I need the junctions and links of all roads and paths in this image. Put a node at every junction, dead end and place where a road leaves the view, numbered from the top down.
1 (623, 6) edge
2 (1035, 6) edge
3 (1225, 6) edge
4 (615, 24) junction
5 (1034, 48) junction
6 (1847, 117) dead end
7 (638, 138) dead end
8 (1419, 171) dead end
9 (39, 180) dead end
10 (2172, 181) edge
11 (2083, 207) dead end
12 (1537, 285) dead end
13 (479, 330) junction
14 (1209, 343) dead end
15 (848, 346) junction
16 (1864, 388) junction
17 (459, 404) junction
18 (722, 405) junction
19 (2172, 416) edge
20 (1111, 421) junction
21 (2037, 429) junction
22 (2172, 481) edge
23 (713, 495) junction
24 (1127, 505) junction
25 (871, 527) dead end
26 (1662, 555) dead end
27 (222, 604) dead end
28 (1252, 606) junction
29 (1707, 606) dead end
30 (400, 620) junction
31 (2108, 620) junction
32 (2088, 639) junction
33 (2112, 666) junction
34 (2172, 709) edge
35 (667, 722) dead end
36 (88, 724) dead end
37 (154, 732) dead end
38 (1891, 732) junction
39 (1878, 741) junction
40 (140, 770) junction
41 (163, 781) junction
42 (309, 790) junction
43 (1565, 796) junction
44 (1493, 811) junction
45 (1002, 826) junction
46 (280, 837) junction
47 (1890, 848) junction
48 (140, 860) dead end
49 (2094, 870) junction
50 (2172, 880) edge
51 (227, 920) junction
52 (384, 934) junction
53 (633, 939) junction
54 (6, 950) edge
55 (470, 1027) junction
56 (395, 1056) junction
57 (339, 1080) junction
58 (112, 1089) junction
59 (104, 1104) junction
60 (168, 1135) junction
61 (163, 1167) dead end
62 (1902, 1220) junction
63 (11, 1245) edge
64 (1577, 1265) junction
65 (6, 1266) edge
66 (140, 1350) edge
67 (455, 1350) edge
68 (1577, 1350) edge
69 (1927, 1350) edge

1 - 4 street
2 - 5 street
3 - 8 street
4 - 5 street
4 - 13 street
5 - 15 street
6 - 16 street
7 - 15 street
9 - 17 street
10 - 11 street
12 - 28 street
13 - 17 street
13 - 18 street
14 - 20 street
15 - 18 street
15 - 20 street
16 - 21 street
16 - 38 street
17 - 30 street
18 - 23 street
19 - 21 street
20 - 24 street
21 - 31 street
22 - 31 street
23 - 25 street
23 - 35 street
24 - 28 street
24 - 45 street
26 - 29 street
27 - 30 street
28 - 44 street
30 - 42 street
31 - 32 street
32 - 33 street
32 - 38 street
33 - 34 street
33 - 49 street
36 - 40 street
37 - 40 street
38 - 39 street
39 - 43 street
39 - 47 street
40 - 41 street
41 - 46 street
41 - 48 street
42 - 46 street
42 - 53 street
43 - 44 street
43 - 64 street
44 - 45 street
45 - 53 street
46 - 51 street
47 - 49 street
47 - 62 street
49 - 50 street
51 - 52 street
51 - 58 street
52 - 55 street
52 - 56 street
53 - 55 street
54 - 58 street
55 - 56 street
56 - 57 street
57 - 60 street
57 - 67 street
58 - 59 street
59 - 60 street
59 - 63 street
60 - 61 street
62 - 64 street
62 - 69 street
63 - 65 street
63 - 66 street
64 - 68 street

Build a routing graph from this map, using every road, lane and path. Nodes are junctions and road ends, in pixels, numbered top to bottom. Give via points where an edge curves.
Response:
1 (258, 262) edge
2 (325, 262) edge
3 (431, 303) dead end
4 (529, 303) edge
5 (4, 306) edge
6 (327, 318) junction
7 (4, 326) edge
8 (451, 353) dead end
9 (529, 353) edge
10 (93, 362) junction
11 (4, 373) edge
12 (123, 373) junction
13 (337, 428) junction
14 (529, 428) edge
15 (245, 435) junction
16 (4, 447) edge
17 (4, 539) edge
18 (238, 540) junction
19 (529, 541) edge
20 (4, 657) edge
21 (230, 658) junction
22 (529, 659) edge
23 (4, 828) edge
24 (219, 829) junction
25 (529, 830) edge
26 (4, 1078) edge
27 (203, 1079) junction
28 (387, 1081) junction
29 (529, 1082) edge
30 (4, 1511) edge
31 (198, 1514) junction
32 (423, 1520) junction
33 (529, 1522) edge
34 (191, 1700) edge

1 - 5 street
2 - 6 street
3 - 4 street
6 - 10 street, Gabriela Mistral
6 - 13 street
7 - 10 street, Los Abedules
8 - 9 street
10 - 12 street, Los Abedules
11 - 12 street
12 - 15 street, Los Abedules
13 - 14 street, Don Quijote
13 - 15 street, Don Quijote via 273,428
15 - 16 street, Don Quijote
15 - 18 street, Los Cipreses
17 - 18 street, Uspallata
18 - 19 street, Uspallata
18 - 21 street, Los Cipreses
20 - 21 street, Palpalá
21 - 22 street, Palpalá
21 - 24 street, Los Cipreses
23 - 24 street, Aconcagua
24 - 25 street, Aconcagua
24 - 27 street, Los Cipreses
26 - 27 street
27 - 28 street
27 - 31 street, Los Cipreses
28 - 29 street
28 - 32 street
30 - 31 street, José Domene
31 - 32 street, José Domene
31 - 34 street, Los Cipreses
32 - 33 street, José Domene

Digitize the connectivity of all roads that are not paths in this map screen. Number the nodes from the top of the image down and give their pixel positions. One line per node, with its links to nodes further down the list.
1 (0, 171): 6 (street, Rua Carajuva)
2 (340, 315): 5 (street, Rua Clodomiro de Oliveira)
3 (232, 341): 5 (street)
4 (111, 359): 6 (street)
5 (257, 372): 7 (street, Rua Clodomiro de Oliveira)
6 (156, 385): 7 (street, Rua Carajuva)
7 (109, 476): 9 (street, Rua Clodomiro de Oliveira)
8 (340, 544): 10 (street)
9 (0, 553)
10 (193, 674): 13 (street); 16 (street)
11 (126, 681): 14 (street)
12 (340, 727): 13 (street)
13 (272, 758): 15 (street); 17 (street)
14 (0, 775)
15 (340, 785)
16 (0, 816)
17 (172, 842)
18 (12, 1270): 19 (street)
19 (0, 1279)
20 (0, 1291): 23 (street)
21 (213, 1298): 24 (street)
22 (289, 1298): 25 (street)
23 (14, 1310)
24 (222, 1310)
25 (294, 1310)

Task description: Make a word-for-word copy of the records.

Result of this task:
I need the junctions and links of all roads and paths in this image. Put a node at every junction, dead end and place where a road leaves the view, numbered from the top down.
1 (623, 6) edge
2 (1035, 6) edge
3 (1225, 6) edge
4 (615, 24) junction
5 (1034, 48) junction
6 (1847, 117) dead end
7 (638, 138) dead end
8 (1419, 171) dead end
9 (39, 180) dead end
10 (2172, 181) edge
11 (2083, 207) dead end
12 (1537, 285) dead end
13 (479, 330) junction
14 (1209, 343) dead end
15 (848, 346) junction
16 (1864, 388) junction
17 (459, 404) junction
18 (722, 405) junction
19 (2172, 416) edge
20 (1111, 421) junction
21 (2037, 429) junction
22 (2172, 481) edge
23 (713, 495) junction
24 (1127, 505) junction
25 (871, 527) dead end
26 (1662, 555) dead end
27 (222, 604) dead end
28 (1252, 606) junction
29 (1707, 606) dead end
30 (400, 620) junction
31 (2108, 620) junction
32 (2088, 639) junction
33 (2112, 666) junction
34 (2172, 709) edge
35 (667, 722) dead end
36 (88, 724) dead end
37 (154, 732) dead end
38 (1891, 732) junction
39 (1878, 741) junction
40 (140, 770) junction
41 (163, 781) junction
42 (309, 790) junction
43 (1565, 796) junction
44 (1493, 811) junction
45 (1002, 826) junction
46 (280, 837) junction
47 (1890, 848) junction
48 (140, 860) dead end
49 (2094, 870) junction
50 (2172, 880) edge
51 (227, 920) junction
52 (384, 934) junction
53 (633, 939) junction
54 (6, 950) edge
55 (470, 1027) junction
56 (395, 1056) junction
57 (339, 1080) junction
58 (112, 1089) junction
59 (104, 1104) junction
60 (168, 1135) junction
61 (163, 1167) dead end
62 (1902, 1220) junction
63 (11, 1245) edge
64 (1577, 1265) junction
65 (6, 1266) edge
66 (140, 1350) edge
67 (455, 1350) edge
68 (1577, 1350) edge
69 (1927, 1350) edge

1 - 4 street
2 - 5 street
3 - 8 street
4 - 5 street
4 - 13 street
5 - 15 street
6 - 16 street
7 - 15 street
9 - 17 street
10 - 11 street
12 - 28 street
13 - 17 street
13 - 18 street
14 - 20 street
15 - 18 street
15 - 20 street
16 - 21 street
16 - 38 street
17 - 30 street
18 - 23 street
19 - 21 street
20 - 24 street
21 - 31 street
22 - 31 street
23 - 25 street
23 - 35 street
24 - 28 street
24 - 45 street
26 - 29 street
27 - 30 street
28 - 44 street
30 - 42 street
31 - 32 street
32 - 33 street
32 - 38 street
33 - 34 street
33 - 49 street
36 - 40 street
37 - 40 street
38 - 39 street
39 - 43 street
39 - 47 street
40 - 41 street
41 - 46 street
41 - 48 street
42 - 46 street
42 - 53 street
43 - 44 street
43 - 64 street
44 - 45 street
45 - 53 street
46 - 51 street
47 - 49 street
47 - 62 street
49 - 50 street
51 - 52 street
51 - 58 street
52 - 55 street
52 - 56 street
53 - 55 street
54 - 58 street
55 - 56 street
56 - 57 street
57 - 60 street
57 - 67 street
58 - 59 street
59 - 60 street
59 - 63 street
60 - 61 street
62 - 64 street
62 - 69 street
63 - 65 street
63 - 66 street
64 - 68 street

Build a routing graph from this map, using every road, lane and path. Nodes are junctions and road ends, in pixels, numbered top to bottom. Give via points where an edge curves.
Response:
1 (258, 262) edge
2 (325, 262) edge
3 (431, 303) dead end
4 (529, 303) edge
5 (4, 306) edge
6 (327, 318) junction
7 (4, 326) edge
8 (451, 353) dead end
9 (529, 353) edge
10 (93, 362) junction
11 (4, 373) edge
12 (123, 373) junction
13 (337, 428) junction
14 (529, 428) edge
15 (245, 435) junction
16 (4, 447) edge
17 (4, 539) edge
18 (238, 540) junction
19 (529, 541) edge
20 (4, 657) edge
21 (230, 658) junction
22 (529, 659) edge
23 (4, 828) edge
24 (219, 829) junction
25 (529, 830) edge
26 (4, 1078) edge
27 (203, 1079) junction
28 (387, 1081) junction
29 (529, 1082) edge
30 (4, 1511) edge
31 (198, 1514) junction
32 (423, 1520) junction
33 (529, 1522) edge
34 (191, 1700) edge

1 - 5 street
2 - 6 street
3 - 4 street
6 - 10 street, Gabriela Mistral
6 - 13 street
7 - 10 street, Los Abedules
8 - 9 street
10 - 12 street, Los Abedules
11 - 12 street
12 - 15 street, Los Abedules
13 - 14 street, Don Quijote
13 - 15 street, Don Quijote via 273,428
15 - 16 street, Don Quijote
15 - 18 street, Los Cipreses
17 - 18 street, Uspallata
18 - 19 street, Uspallata
18 - 21 street, Los Cipreses
20 - 21 street, Palpalá
21 - 22 street, Palpalá
21 - 24 street, Los Cipreses
23 - 24 street, Aconcagua
24 - 25 street, Aconcagua
24 - 27 street, Los Cipreses
26 - 27 street
27 - 28 street
27 - 31 street, Los Cipreses
28 - 29 street
28 - 32 street
30 - 31 street, José Domene
31 - 32 street, José Domene
31 - 34 street, Los Cipreses
32 - 33 street, José Domene

Digitize the connectivity of all roads that are not paths in this map screen. Number the nodes from the top of the image down and give their pixel positions. One line per node, with its links to nodes further down the list.
1 (0, 171): 6 (street, Rua Carajuva)
2 (340, 315): 5 (street, Rua Clodomiro de Oliveira)
3 (232, 341): 5 (street)
4 (111, 359): 6 (street)
5 (257, 372): 7 (street, Rua Clodomiro de Oliveira)
6 (156, 385): 7 (street, Rua Carajuva)
7 (109, 476): 9 (street, Rua Clodomiro de Oliveira)
8 (340, 544): 10 (street)
9 (0, 553)
10 (193, 674): 13 (street); 16 (street)
11 (126, 681): 14 (street)
12 (340, 727): 13 (street)
13 (272, 758): 15 (street); 17 (street)
14 (0, 775)
15 (340, 785)
16 (0, 816)
17 (172, 842)
18 (12, 1270): 19 (street)
19 (0, 1279)
20 (0, 1291): 23 (street)
21 (213, 1298): 24 (street)
22 (289, 1298): 25 (street)
23 (14, 1310)
24 (222, 1310)
25 (294, 1310)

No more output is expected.